Trump “has basically captured the majority of the Republican Party over the course of the last two and one-half years, Sasse said. "The Republican electorate is pretty comfortable with the anti positions” that Trump takes on a lot issues.

In discussing his new book, “THEM:Why We Hate Each Other —and How to Heal,” Sasse told the audience that the “free press is not an enemy of the American people,” but are instead living out a First Amendment calling. But, he said, that doesn’t mean there should not be discussion about blurred lines between straight reporting and editorial/commentary.

Sasse attributes the deepening national divide to the gradual erosion of “our sense of community” and subsequent efforts to fill that void by seeking communities of “anti-tribes” -- groups with common views -- on social media and cable news.

"Community of places,” where people know their neighbors, develop long-term friendships at work, and worship with each other, “are in collapse,” Sasse said. Since humans are social animals they need to be part of some tribe or group, which leads to joining “communities of ideas,” such as “news media tribes.”

“There is no ‘we’ in America media consumption today,” Sasse said. Previously, nearly everyone had a local newspaper, a regional or national newspaper, and three broadcast TV channels. Now, he said, 93 percent of the nation’s population has access to 500 or more broadcast or cable channels. The incentive in media organizations is toward “fan service,” rather than speaking to a 70% audience, which no longer exists, he said. Almost everyone is writing for a subset of a 1% audience, he added.
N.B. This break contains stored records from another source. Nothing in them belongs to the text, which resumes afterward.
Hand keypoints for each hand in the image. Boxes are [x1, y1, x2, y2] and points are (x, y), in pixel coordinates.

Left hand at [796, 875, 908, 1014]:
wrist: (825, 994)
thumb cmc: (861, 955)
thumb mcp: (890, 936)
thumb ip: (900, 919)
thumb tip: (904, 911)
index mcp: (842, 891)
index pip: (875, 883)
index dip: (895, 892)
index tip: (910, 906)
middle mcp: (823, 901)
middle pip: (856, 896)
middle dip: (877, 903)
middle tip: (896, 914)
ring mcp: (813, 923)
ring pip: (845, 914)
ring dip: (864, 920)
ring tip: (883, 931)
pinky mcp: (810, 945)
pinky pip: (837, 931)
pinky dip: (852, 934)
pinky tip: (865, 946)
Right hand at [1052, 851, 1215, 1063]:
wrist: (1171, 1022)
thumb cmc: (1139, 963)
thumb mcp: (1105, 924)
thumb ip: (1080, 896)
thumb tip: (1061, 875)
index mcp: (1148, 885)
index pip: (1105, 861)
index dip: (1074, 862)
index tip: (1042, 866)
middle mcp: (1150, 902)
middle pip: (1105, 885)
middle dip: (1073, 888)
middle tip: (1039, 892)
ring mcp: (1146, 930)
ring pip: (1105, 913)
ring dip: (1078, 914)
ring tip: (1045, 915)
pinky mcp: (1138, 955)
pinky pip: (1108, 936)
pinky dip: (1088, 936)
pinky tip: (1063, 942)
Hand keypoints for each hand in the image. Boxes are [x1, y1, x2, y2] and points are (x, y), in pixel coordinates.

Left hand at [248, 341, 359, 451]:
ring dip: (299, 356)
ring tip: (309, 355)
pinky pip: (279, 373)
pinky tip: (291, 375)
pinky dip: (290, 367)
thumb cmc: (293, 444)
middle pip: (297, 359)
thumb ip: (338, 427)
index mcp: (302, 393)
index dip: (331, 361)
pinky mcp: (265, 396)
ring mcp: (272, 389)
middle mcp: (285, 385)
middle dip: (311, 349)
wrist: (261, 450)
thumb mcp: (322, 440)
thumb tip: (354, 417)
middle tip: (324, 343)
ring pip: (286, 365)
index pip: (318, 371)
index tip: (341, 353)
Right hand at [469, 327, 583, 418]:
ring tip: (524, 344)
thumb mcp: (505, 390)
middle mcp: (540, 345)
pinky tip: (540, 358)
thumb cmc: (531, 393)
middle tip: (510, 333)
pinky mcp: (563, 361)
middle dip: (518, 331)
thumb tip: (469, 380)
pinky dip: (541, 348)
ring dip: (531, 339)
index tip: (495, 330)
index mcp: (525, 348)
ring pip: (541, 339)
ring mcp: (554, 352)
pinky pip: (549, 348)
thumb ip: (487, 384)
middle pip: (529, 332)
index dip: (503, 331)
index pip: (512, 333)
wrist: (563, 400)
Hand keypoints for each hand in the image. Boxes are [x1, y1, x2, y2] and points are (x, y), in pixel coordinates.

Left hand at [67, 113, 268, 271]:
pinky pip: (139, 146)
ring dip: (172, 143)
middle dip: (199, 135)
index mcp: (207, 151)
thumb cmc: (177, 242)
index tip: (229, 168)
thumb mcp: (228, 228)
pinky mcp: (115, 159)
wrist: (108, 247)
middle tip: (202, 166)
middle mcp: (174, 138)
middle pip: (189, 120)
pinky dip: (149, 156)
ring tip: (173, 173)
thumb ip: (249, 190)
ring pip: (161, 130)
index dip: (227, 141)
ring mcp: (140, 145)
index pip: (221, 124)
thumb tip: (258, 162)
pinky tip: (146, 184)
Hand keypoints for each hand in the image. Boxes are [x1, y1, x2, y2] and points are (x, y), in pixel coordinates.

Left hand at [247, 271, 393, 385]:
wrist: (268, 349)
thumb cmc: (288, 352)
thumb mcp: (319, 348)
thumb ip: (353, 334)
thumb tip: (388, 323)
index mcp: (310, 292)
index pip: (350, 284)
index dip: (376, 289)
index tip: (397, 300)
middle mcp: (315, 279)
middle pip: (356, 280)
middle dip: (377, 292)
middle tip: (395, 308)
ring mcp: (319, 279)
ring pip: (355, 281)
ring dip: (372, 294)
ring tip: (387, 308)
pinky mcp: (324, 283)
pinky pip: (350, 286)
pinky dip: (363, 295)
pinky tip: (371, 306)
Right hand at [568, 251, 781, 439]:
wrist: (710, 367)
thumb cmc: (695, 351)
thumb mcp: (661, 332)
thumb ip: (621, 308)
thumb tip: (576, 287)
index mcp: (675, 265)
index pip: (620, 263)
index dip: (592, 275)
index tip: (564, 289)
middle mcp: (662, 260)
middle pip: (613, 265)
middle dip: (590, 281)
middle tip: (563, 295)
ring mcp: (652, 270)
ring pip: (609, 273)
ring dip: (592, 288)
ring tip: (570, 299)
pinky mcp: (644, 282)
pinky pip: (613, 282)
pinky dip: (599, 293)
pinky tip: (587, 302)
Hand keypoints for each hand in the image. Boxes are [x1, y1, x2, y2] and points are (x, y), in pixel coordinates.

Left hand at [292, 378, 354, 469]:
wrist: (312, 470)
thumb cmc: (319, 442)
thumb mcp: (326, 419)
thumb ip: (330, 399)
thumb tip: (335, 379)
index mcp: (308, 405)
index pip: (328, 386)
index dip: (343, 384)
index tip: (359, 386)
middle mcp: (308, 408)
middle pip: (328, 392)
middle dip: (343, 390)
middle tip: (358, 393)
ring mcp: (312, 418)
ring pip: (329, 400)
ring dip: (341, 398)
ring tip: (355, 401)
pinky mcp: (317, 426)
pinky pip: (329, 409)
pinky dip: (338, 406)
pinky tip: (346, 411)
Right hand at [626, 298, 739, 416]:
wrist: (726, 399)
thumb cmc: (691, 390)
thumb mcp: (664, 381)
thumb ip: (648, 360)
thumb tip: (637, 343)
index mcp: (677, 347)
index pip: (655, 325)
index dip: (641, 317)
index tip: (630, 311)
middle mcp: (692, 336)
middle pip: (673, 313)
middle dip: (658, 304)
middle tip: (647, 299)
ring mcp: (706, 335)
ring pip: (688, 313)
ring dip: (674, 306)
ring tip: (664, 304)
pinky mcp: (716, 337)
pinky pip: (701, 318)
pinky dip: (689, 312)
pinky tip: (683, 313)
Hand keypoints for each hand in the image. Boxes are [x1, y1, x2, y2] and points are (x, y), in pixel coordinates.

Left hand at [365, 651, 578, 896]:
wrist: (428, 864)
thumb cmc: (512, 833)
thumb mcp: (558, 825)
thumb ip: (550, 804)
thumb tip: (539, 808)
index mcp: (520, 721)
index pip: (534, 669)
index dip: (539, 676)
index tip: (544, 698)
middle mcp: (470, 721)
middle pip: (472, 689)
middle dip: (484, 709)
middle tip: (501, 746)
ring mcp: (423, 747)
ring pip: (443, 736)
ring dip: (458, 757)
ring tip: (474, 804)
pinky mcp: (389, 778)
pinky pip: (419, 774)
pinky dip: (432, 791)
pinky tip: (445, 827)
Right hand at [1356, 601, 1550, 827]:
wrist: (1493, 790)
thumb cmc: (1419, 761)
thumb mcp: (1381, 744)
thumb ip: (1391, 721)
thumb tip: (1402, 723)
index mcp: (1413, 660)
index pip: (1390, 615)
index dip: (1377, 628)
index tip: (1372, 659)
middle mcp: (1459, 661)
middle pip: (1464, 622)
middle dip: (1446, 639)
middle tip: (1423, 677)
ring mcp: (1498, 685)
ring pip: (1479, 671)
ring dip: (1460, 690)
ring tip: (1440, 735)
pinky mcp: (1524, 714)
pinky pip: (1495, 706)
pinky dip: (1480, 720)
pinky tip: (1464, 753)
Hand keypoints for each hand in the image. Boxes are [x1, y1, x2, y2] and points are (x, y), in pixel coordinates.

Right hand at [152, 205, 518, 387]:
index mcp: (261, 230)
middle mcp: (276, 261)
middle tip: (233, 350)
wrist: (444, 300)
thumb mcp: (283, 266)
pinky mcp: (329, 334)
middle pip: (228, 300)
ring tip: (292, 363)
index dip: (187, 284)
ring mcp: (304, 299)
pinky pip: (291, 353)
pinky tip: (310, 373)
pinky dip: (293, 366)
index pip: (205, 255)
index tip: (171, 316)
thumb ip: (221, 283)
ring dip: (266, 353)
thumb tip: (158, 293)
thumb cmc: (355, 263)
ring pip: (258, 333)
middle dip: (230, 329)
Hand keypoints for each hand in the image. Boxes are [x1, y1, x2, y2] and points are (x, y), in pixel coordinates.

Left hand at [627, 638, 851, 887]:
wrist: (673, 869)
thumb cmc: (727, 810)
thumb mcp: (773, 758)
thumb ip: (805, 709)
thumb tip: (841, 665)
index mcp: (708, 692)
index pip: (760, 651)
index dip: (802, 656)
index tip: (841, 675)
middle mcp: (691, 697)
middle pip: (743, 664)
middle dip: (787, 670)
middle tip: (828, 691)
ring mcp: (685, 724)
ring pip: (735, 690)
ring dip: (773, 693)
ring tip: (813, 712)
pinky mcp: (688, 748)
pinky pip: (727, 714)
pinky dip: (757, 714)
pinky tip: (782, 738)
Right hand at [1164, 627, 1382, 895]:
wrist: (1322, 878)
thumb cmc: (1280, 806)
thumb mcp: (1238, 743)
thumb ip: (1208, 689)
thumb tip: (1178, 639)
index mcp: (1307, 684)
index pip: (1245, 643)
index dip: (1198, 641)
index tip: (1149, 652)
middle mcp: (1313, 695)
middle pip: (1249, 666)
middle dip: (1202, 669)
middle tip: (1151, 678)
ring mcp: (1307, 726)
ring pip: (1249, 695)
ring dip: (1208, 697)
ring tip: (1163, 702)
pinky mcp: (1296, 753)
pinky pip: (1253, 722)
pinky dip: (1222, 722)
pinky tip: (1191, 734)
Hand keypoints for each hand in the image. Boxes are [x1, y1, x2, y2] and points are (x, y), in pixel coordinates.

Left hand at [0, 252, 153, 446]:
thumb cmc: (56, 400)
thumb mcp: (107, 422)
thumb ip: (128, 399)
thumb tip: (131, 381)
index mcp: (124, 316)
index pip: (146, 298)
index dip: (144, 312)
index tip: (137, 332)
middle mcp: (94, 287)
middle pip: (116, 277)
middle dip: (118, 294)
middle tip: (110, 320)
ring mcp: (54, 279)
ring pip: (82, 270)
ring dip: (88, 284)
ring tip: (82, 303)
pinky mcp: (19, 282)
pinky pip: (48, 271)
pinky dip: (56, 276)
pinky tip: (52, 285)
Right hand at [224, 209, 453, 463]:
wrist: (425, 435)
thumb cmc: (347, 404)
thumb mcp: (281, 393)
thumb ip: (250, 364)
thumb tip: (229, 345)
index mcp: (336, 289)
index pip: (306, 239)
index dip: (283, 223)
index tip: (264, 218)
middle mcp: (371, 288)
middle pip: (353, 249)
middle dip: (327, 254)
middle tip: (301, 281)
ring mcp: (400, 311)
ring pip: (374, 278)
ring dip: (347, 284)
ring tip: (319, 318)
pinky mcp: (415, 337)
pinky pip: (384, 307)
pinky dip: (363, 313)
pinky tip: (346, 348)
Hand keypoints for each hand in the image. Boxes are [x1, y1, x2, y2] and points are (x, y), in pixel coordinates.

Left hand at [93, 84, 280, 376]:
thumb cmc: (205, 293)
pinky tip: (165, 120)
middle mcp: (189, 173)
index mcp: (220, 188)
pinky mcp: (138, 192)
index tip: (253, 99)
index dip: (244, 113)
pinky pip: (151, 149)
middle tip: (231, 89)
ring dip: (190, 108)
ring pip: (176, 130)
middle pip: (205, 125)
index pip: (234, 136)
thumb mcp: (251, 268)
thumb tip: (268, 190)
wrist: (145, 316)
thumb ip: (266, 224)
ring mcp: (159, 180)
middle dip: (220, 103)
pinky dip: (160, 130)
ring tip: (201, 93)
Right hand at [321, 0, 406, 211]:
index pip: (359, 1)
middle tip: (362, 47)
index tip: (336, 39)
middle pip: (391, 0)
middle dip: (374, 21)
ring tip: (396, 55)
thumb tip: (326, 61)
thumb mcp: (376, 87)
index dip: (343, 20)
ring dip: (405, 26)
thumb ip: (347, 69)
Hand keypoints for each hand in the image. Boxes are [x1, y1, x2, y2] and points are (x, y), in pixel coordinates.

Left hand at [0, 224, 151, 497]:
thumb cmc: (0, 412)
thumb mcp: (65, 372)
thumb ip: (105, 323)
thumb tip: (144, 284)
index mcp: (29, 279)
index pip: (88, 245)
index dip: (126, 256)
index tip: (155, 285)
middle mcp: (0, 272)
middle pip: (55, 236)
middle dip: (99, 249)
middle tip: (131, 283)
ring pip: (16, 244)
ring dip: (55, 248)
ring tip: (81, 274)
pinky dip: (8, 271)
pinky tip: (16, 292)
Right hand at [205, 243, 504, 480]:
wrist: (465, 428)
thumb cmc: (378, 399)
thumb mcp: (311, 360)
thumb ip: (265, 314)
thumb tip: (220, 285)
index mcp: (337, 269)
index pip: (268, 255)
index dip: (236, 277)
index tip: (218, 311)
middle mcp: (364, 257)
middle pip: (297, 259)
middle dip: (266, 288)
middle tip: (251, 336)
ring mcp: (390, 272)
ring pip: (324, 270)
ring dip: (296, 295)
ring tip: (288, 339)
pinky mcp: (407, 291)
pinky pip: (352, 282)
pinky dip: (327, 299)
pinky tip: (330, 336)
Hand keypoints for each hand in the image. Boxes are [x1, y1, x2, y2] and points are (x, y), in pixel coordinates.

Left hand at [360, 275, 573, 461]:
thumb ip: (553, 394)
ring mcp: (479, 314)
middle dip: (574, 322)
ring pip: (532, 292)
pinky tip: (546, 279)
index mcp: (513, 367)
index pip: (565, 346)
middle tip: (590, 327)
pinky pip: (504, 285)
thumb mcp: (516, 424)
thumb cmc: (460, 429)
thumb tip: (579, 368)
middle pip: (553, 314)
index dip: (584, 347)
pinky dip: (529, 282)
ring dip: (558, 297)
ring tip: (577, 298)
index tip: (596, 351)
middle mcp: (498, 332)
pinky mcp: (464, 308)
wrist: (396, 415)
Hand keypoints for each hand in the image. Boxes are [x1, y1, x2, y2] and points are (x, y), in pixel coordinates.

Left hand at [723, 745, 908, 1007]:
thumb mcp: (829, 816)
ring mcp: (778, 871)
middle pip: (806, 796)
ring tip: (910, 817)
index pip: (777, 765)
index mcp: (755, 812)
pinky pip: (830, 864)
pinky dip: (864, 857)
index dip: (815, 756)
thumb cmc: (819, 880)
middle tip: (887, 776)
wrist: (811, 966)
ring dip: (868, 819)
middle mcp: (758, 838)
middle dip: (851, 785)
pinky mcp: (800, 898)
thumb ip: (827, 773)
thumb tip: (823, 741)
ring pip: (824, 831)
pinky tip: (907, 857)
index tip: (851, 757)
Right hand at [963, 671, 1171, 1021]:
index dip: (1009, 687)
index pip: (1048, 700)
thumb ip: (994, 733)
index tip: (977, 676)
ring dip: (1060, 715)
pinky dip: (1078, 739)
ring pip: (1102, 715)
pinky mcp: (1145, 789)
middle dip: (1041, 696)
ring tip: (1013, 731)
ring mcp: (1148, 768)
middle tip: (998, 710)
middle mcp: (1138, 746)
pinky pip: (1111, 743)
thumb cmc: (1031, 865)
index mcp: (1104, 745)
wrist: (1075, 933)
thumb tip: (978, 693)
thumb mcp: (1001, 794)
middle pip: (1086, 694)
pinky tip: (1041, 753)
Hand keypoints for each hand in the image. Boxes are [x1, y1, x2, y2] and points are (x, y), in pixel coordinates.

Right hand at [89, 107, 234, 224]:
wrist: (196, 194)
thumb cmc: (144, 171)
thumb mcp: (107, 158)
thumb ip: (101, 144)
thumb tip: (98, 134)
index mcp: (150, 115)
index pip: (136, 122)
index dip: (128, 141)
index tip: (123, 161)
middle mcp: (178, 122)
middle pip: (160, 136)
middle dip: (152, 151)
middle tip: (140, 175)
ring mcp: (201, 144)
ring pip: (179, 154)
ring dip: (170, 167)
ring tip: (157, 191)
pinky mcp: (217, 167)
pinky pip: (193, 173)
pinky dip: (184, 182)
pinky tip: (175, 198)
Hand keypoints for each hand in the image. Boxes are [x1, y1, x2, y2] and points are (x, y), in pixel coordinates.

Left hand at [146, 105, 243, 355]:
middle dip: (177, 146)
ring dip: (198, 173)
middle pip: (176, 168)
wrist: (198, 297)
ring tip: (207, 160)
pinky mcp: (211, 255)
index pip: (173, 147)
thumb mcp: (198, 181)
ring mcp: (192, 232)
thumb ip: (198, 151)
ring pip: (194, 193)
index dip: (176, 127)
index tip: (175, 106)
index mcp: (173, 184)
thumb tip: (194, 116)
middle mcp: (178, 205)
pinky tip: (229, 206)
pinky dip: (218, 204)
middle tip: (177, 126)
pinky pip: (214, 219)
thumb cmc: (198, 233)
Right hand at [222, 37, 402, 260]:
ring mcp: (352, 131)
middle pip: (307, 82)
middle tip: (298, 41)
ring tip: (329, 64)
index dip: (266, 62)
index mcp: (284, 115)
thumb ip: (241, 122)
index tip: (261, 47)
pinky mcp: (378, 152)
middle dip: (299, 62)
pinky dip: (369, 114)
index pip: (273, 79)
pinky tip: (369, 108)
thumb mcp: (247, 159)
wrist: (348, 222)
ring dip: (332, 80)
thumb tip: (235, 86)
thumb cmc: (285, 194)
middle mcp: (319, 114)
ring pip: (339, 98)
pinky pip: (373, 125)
The obliteration of the distinction between straight reporting versus editorial/commentary is a “really big deal and we are not paying nearly enough attention to it,” Sasse said. While print journalism is more deliberative and more amenable to thinking about the distinction between straight reporting and commentary, he said, the Internet is producing news more like cable than print. This has a “huge consequence” for 320 million people trying to get back to “we.”

The country will also have to reckon with the expected proliferation of manipulated audio and video images, Sasse said.

“Where will the Walter Cronkite be” who can stand up and tell the American people this audio or video is fake?, Sasse asked.